Now, buckets are another economical way to enjoy the legendary party scene in Bangkok. Make sure you make the most of happy hours or ask for promotions (this also applies for regular cocktails and other spirits such as vodka), like three buckets for 400B, which means 135B per bucket if it’s three of you. Sometimes one bucket will be 200B alone or even 400B in some clubs.
Food in Bangkok
Now, you can save some serious cash on food. Food is really inexpensive in Bangkok and cheap food can be found literally everywhere. Avoid touristy traps and western restaurants like Italian or American cuisines. Korean and Japanese restaurants can be pricey too. Generally speaking, street food in Bangkok is incredible and most often, it’s the best food you can get in Bangkok, better than in restaurants, and what’s best you can get it for literally nothing. Cheapest dishes tend to be various broth soups like chicken noodle or Thai clear soup, fried rice dishes and instant noodle soups, you can also get dirty cheap barbecued meats on sticks like chicken wings, chicken thighs or pork fat. Chinatown has some incredible street food, and for me, probably the best one in whole of Bangkok. It’s not strictly Chinese food, it’s somewhat a fusion between Chinese and Thai and the seafood is legendary even amongst Thais themselves. If you want a good crab dish, you come to Chinatown.
If you do happen to crave western food, go to 7/11 where you can get toasties or cakes for next to nothing. Quite literally.
Sightseeing and generally doing things in Bangkok
Okay, you will probably want to see some sights in Bangkok. I don’t blame you, Bangkok’s temples are worth every penny, even if you’ll have to pay around 500B for an entry fee to the Grand Royal Palace. And yes, it might be the most expensive sight you’ll probably pay on this trip, it’s totally worth it and you simply have to do it. You have to do Wat Pho too, the temple with reclining Buddha, the entry fee to Wat Pho is reasonable and again worth every penny. Most temples in Bangkok are free so make sure you research beforehand which ones you’ll have to pay for and which ones are completely free. Most sights and activities in Bangkok are free, I recommend walking around so you get the sense of how life really is in Bangkok. I recommend walking along its many canals- khlongs- it really feels like an open-air museum.

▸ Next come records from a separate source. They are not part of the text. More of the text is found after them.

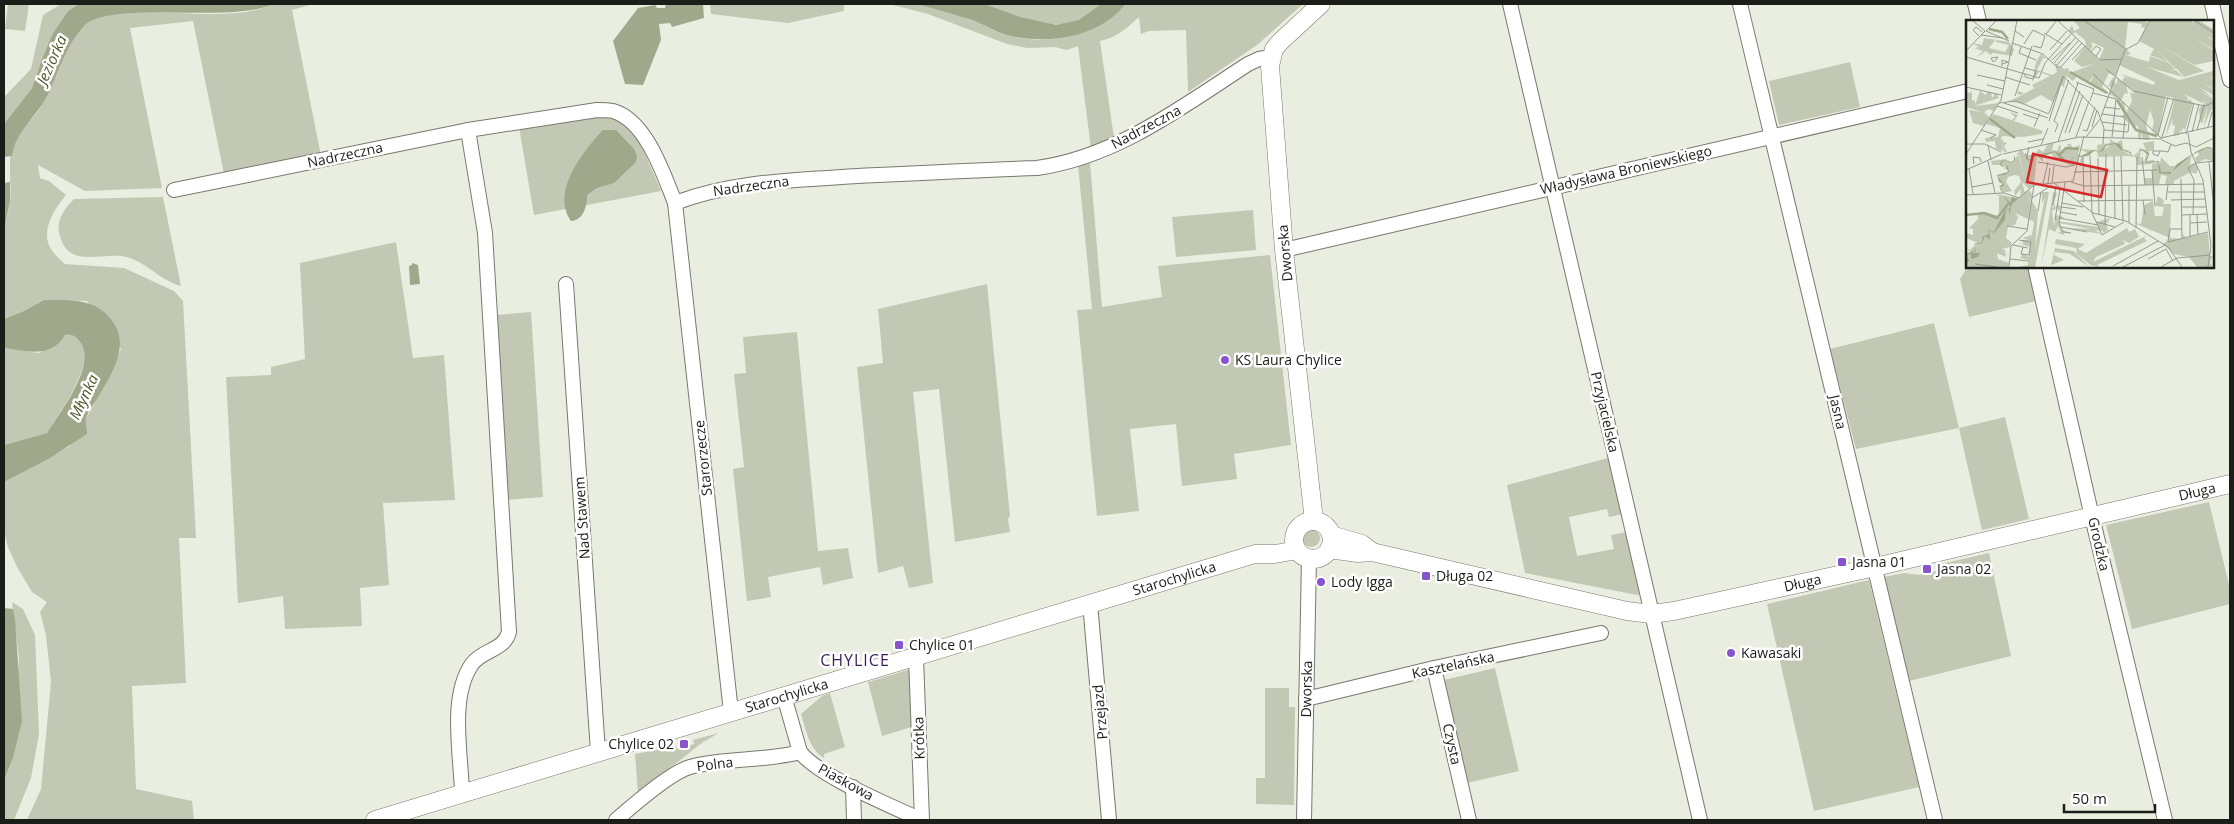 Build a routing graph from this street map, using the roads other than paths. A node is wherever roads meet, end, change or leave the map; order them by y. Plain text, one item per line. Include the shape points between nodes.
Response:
1 (1321, 4) edge
2 (1510, 4) edge
3 (1740, 4) edge
4 (1975, 4) edge
5 (2212, 4) edge
6 (1979, 20) edge
7 (2221, 33) edge
8 (1272, 57) junction
9 (2230, 80) edge
10 (1966, 91) edge
11 (468, 130) junction
12 (1772, 136) junction
13 (1552, 187) junction
14 (174, 190) dead end
15 (674, 203) junction
16 (1284, 250) junction
17 (2035, 268) edge
18 (566, 284) dead end
19 (2230, 484) edge
20 (2092, 517) junction
21 (1314, 521) junction
22 (1330, 542) junction
23 (1300, 548) junction
24 (1875, 567) junction
25 (1090, 603) junction
26 (1651, 614) junction
27 (1601, 633) dead end
28 (916, 657) junction
29 (1434, 668) junction
30 (784, 696) junction
31 (1306, 699) junction
32 (731, 712) junction
33 (598, 752) junction
34 (800, 752) junction
35 (853, 787) junction
36 (462, 793) junction
37 (375, 820) edge
38 (616, 820) edge
39 (854, 820) edge
40 (921, 820) edge
41 (1109, 820) edge
42 (1304, 820) edge
43 (1469, 820) edge
44 (1700, 820) edge
45 (1935, 820) edge
46 (2165, 820) edge

1 - 8 street via 1280,42
2 - 13 street, Przyjacielska
3 - 12 street, Jasna
4 - 6 street
5 - 7 street
7 - 9 street
8 - 15 street, Nadrzeczna via 1248,64 1156,124 1072,162 1037,168 731,186
8 - 16 street, Dworska via 1270,76
10 - 12 street, Władysława Broniewskiego
11 - 14 street, Nadrzeczna
11 - 15 street, Nadrzeczna via 597,110 614,111 636,126 644,138 661,165
11 - 36 street via 485,233 509,632 503,643 484,653 471,665 458,700
12 - 13 street, Władysława Broniewskiego
12 - 24 street, Jasna
13 - 16 street, Władysława Broniewskiego
13 - 26 street, Przyjacielska
15 - 32 street, Starorzecze
16 - 21 street, Dworska
17 - 20 street, Grodzka
18 - 33 street, Nad Stawem
19 - 20 street, Długa
20 - 24 street, Długa
20 - 46 street, Grodzka
21 - 22 street via 1324,525
21 - 23 street via 1302,524
22 - 23 street via 1319,558
22 - 26 street, Długa via 1362,544 1372,552
23 - 25 street, Starochylicka via 1264,548 1255,554
23 - 31 street, Dworska
24 - 26 street, Długa
24 - 45 street, Jasna
25 - 28 street, Starochylicka
25 - 41 street, Przejazd
26 - 44 street, Przyjacielska
27 - 29 street, Kasztelańska
28 - 30 street, Starochylicka
28 - 40 street, Krótka
29 - 31 street, Kasztelańska
29 - 43 street, Czysta
30 - 32 street, Starochylicka
30 - 34 street
31 - 42 street, Dworska
32 - 33 street, Starochylicka
33 - 36 street, Starochylicka
34 - 35 street, Piaskowa via 818,768
34 - 38 street, Polna via 689,767 639,800
35 - 39 street
35 - 40 street, Piaskowa
36 - 37 street, Starochylicka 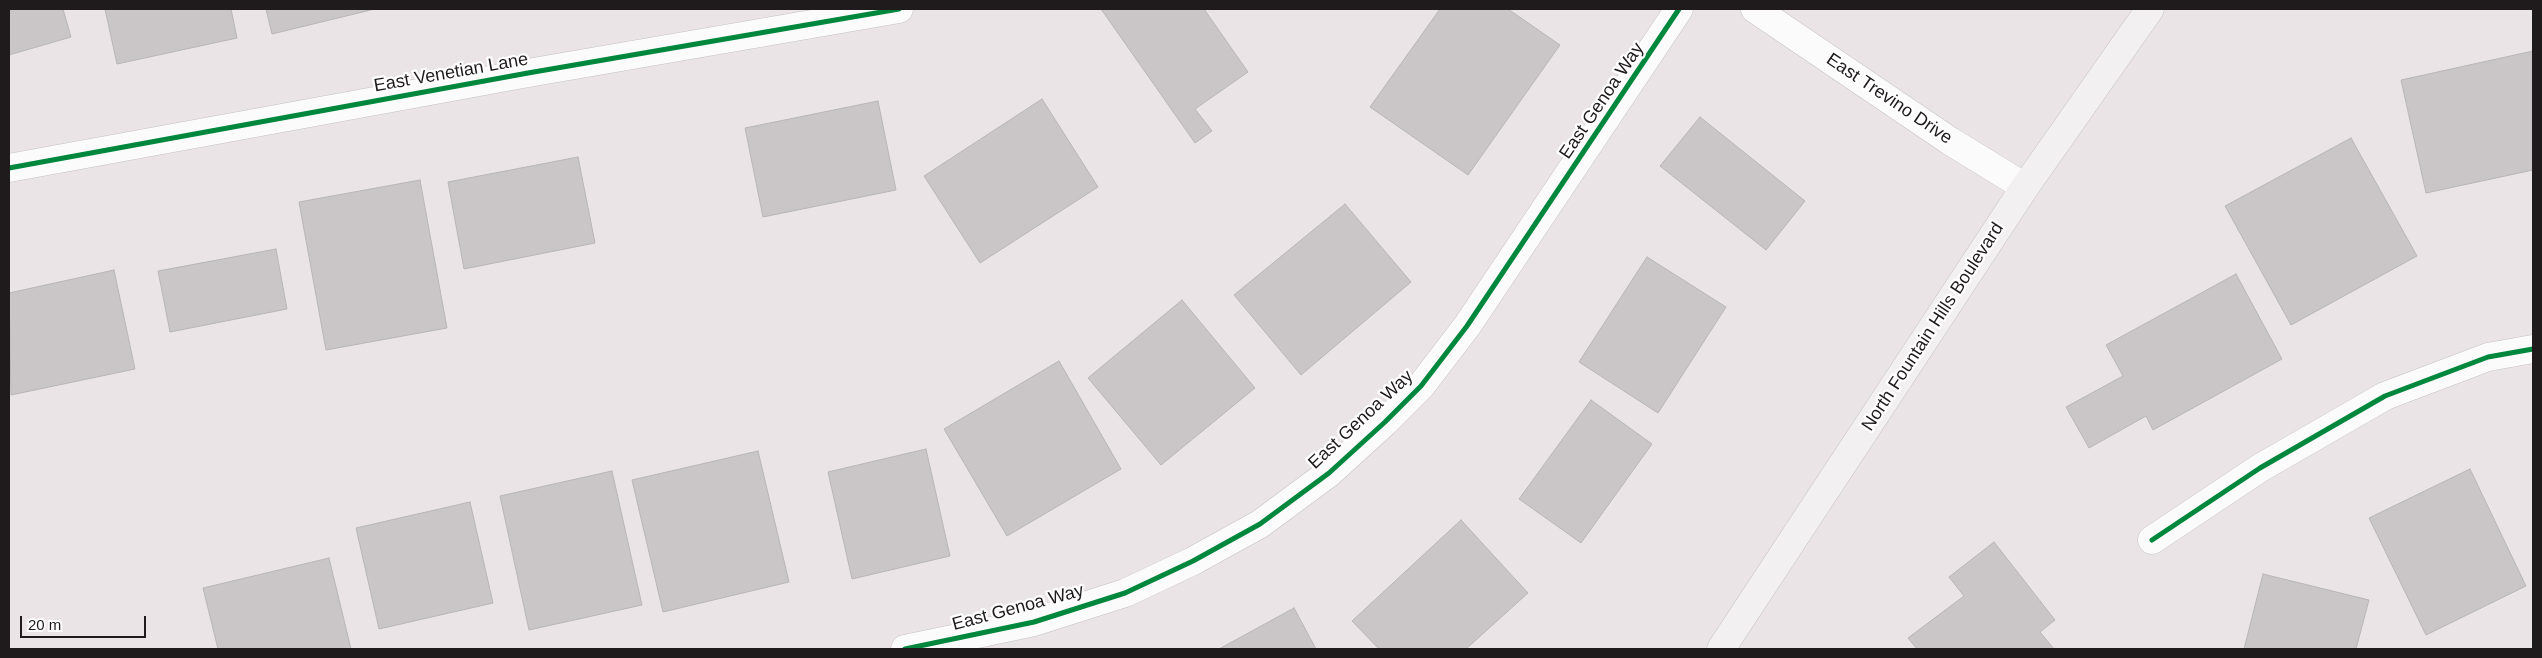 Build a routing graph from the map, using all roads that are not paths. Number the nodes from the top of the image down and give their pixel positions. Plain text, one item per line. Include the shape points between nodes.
1 (898, 9) edge
2 (1680, 9) edge
3 (1755, 9) edge
4 (2150, 9) edge
5 (9, 168) edge
6 (2025, 187) junction
7 (2533, 349) edge
8 (2152, 540) dead end
9 (905, 649) edge
10 (1721, 649) edge

1 - 5 street, East Venetian Lane
2 - 9 street, East Genoa Way via 1467,326 1421,386 1329,473 1260,524 1125,593 1034,622
3 - 6 street, East Trevino Drive via 1950,141
4 - 6 main road, North Fountain Hills Boulevard
6 - 10 main road, North Fountain Hills Boulevard
7 - 8 street via 2488,357 2385,396 2260,468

Now some really valuable tips to bear in mind while in Bangkok…
- Never pay with big bank notes in bars like 500B and 1000B notes if you;re expecting some change back. They can scam you and say you only gave them 500B instead 1000B. Always go to 7/11 and get your money changed, they are really reliable there.
- Don’t use travel agents if you want to do any sort of sightseeing and especially don’t book any tours online (except the Elephant sanctuary in Kanchanaburi- you have to book for this tour online as they have limited spaces each day and it’s a very popular activity) try and make your way to those sights yourself, like getting buses or trains to places yourself.
- Always book train or bus tickets at the stations yourself, not through any travel agent as they charge around extra 100B or 200B for their own commission
- Haggling is the key here in Bangkok, you have to haggle for everything. Always go half of the price to what they initially suggested. Let’s say a bracelet is 200B, suggest 100B, and end up somewhere in the middle like 150B.
- Avoid scammers and people who try to sell you things- never pay entry fees to any temples you are not meant to pay entry fees for.
- If using taxis, make sure they use taxi meters.